Urinary tract malformations are quite common abnormalities, and are detectable with the use of obstetric sonography. Their incidence varies from 0.1% to 1% of all pregnancies [8]. The spectrum of these malformations is wide, from minor to severe and potentially lethal. Genitourinary tract abnormalities, including isolated anomalies and anomalies that suggest some particular congenital syndromes, comprise approximately 30% of antenatally detected anomalies [9]. Early diagnosis with ultrasound is possible in most cases, but some remain undetected until the third trimester [10, 11]. Oligohydramnios, anhydramnios (common clinical complications associated with fetal urinary tract malformation) and maternal obesity may limit the diagnostic accuracy of ultrasound examination, making additional imaging methods potentially beneficial. A useful alternative tool to allow better visualization is amnioinfusion, but its invasive character exposes pregnant women to the possibility of complications such as premature rupture of membranes, amnionitis, fetal heart rate abnormalities or even embolisms [12]. MRI is currently accepted as a valuable technique for fetal anomalies assessment. The most common indications for performing fetal MRI for the assessment of the urinary tract system are oligohydramnios and anhydramnios. MRI is contraindicated in women with claustrophobia and relatively contraindicated in patients with metallic prostheses such as hip replacement implants and bone fracture fixation implants [13].

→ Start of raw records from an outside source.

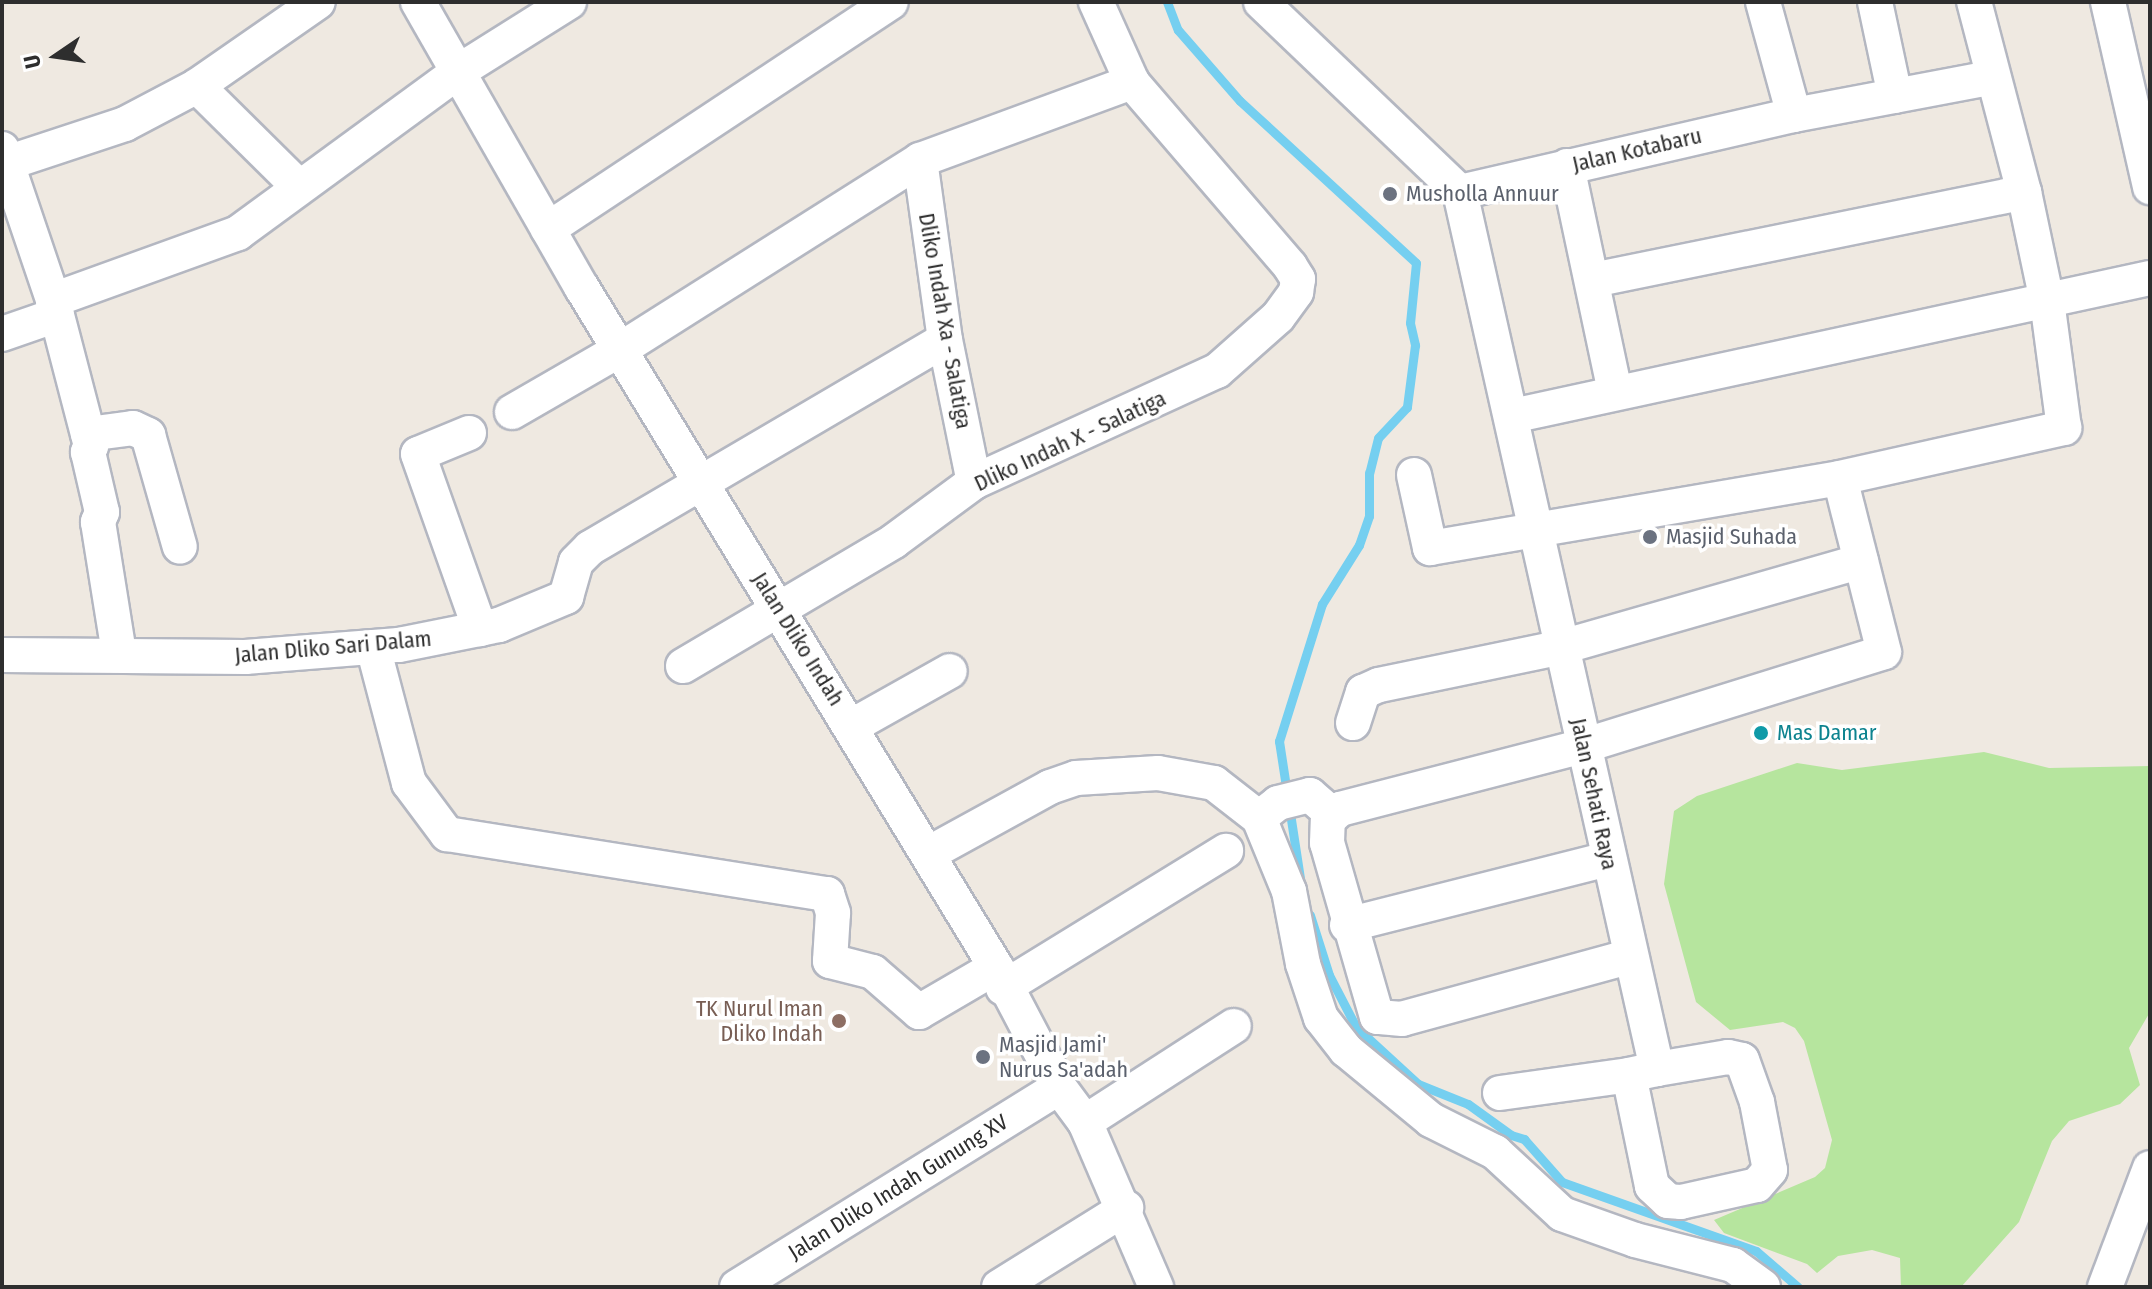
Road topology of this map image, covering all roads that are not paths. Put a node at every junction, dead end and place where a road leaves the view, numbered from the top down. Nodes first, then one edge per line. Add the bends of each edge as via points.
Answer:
1 (318, 2) edge
2 (418, 2) edge
3 (569, 2) edge
4 (891, 2) edge
5 (1096, 2) edge
6 (1261, 2) edge
7 (1763, 2) edge
8 (1875, 2) edge
9 (1974, 2) edge
10 (2108, 2) edge
11 (459, 71) junction
12 (1990, 78) junction
13 (1132, 82) junction
14 (197, 86) junction
15 (1895, 96) junction
16 (1794, 115) junction
17 (5, 156) edge
18 (920, 160) junction
19 (1567, 166) junction
20 (297, 185) junction
21 (2150, 187) edge
22 (1460, 192) junction
23 (2024, 192) junction
24 (548, 229) junction
25 (2150, 278) edge
26 (1593, 280) junction
27 (2047, 301) junction
28 (55, 308) junction
29 (2, 334) edge
30 (945, 340) junction
31 (621, 349) junction
32 (1615, 391) junction
33 (512, 412) dead end
34 (1512, 416) junction
35 (469, 433) dead end
36 (88, 434) junction
37 (1414, 475) dead end
38 (1840, 478) junction
39 (703, 482) junction
40 (974, 482) junction
41 (1536, 529) junction
42 (180, 547) dead end
43 (1861, 561) junction
44 (779, 609) junction
45 (480, 629) junction
46 (373, 647) junction
47 (1562, 647) junction
48 (119, 653) junction
49 (2, 655) edge
50 (683, 666) dead end
51 (950, 671) dead end
52 (1353, 723) dead end
53 (852, 726) junction
54 (1583, 746) junction
55 (1295, 807) junction
56 (1226, 851) dead end
57 (928, 854) junction
58 (1608, 859) junction
59 (1347, 925) junction
60 (1628, 957) junction
61 (1000, 978) junction
62 (1234, 1026) dead end
63 (1643, 1072) junction
64 (1059, 1087) junction
65 (1500, 1093) dead end
66 (1085, 1122) junction
67 (2149, 1175) edge
68 (1126, 1208) junction
69 (737, 1287) edge
70 (999, 1287) edge
71 (1156, 1287) edge
72 (1763, 1287) edge
73 (2105, 1287) edge

1 - 14 street
2 - 11 street, Jalan Dliko Indah
3 - 11 street
4 - 24 street
5 - 13 street
6 - 22 street
7 - 16 street
8 - 15 street
9 - 12 street
10 - 21 street
11 - 20 street
11 - 24 street, Jalan Dliko Indah
12 - 15 street, Jalan Kotabaru
12 - 23 street
13 - 18 street
13 - 40 street, Dliko Indah X - Salatiga via 1290,266 1298,279 1296,292 1267,327 1217,371
14 - 17 street via 125,124
14 - 20 street
15 - 16 street, Jalan Kotabaru
16 - 19 street, Jalan Kotabaru
17 - 28 street
18 - 30 street, Dliko Indah Xa - Salatiga
18 - 31 street
19 - 22 street, Jalan Kotabaru
19 - 26 street
20 - 28 street via 238,233
22 - 34 street, Jalan Sehati Raya
23 - 26 street
23 - 27 street
24 - 31 street, Jalan Dliko Indah
25 - 27 street
26 - 32 street
27 - 32 street
27 - 38 street via 2066,421 2061,431
28 - 29 street
28 - 36 street
30 - 39 street, Jalan Dliko Sari Dalam
30 - 40 street, Dliko Indah Xa - Salatiga
31 - 33 street
31 - 39 street, Jalan Dliko Indah
32 - 34 street
34 - 41 street, Jalan Sehati Raya
35 - 45 street via 418,454
36 - 42 street via 133,428 148,435
36 - 48 street
37 - 41 street via 1430,548
38 - 41 street
38 - 43 street
39 - 44 street, Jalan Dliko Indah
39 - 45 street, Jalan Dliko Sari Dalam via 584,553 569,592 559,601
40 - 44 street, Dliko Indah X - Salatiga via 894,541
41 - 47 street, Jalan Sehati Raya
43 - 47 street
43 - 54 street via 1884,652
44 - 50 street, Dliko Indah X - Salatiga
44 - 53 street, Jalan Dliko Indah
45 - 46 street, Jalan Dliko Sari Dalam
46 - 48 street, Jalan Dliko Sari Dalam via 245,657
46 - 61 street via 409,783 447,834 827,894 833,913 830,961 873,972 919,1012
47 - 52 street via 1379,685 1363,692
47 - 54 street, Jalan Sehati Raya
48 - 49 street, Jalan Dliko Sari Dalam
51 - 53 street
53 - 57 street, Jalan Dliko Indah
54 - 55 street
54 - 58 street, Jalan Sehati Raya
55 - 57 street via 1158,773 1085,777 1050,787
55 - 59 street via 1327,843
55 - 72 street via 1289,891 1303,964 1321,1018 1346,1050 1431,1120 1495,1152 1562,1214 1635,1240 1733,1265
56 - 61 street
57 - 61 street, Jalan Dliko Indah
58 - 59 street
58 - 60 street, Jalan Sehati Raya
59 - 60 street via 1373,1013 1385,1020
60 - 63 street, Jalan Sehati Raya
61 - 64 street, Jalan Dliko Indah
62 - 66 street
63 - 63 street via 1728,1057 1742,1060 1757,1102 1770,1170 1757,1185 1704,1200 1668,1201 1652,1186
63 - 65 street
64 - 66 street, Jalan Dliko Indah
64 - 69 street, Jalan Dliko Indah Gunung XV
66 - 68 street, Jalan Dliko Indah
67 - 73 street
68 - 70 street
68 - 71 street, Jalan Dliko Indah via 1142,1265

The suspicion of fetal urinary tract anomalies is a very commonly encountered indication for fetal MRI. Since many congenital syndromes are associated with the urinary tract, it should be investigated during every fetal MRI examination. During fetal development, the fetus keeps swallowing amniotic fluid and urine is continuously produced. A urine-filled bladder is an indirect sign of renal function. Since no urine is excreted, oligohydramnios arises. Due to lack of amniotic fluid, pulmonary maturation is severely impaired.

Renal development is a highly complex process and consists of three stages: the pronephros, mesonephros, and metanephros. Any disruptions at these early developmental stages can lead to renal agenesis. Bilateral renal agenesis has an incidence of 0.1 to 0.3 per 1000 births [14].

Fetal bilateral renal agenesis leads to perinatal death and therefore the diagnosis must be correct to avoid active labor procedures. Bilateral agenesis should be differentiated with ectopic location of the kidneys or hypoplastic kidneys. Bilateral renal agenesis, or hypogenesis, is part of a very severe congenital disorder called Potter’s syndrome [15]. Moreover, preexisting diabetes mellitus has been discussed as a possible cause of renal agenesis [16]. Davis et al. in their population-based case–control study suggest that the estimated risk of delivering a child with renal agenesis is over three times greater in mothers with diabetes compared to mothers without diabetes [17].

Conclusions

USG remains the method of choice for routine prenatal screening. However, MRI plays an increasingly important role in the diagnosis of fetal abnormalities. MRI should be recommended whenever sonographic examination suggests bilateral renal agenesis but fails to provide a definite diagnosis. It is probable that fetal MRI soon will be routinely performed for certain fetal anomalies and therefore obstetricians should be familiar with this imaging method.

Consent

Written informed consent was obtained from the patient for publication of this case report and any accompanying images. A copy of the written consent is available for review by the Editor-in-Chief of this journal.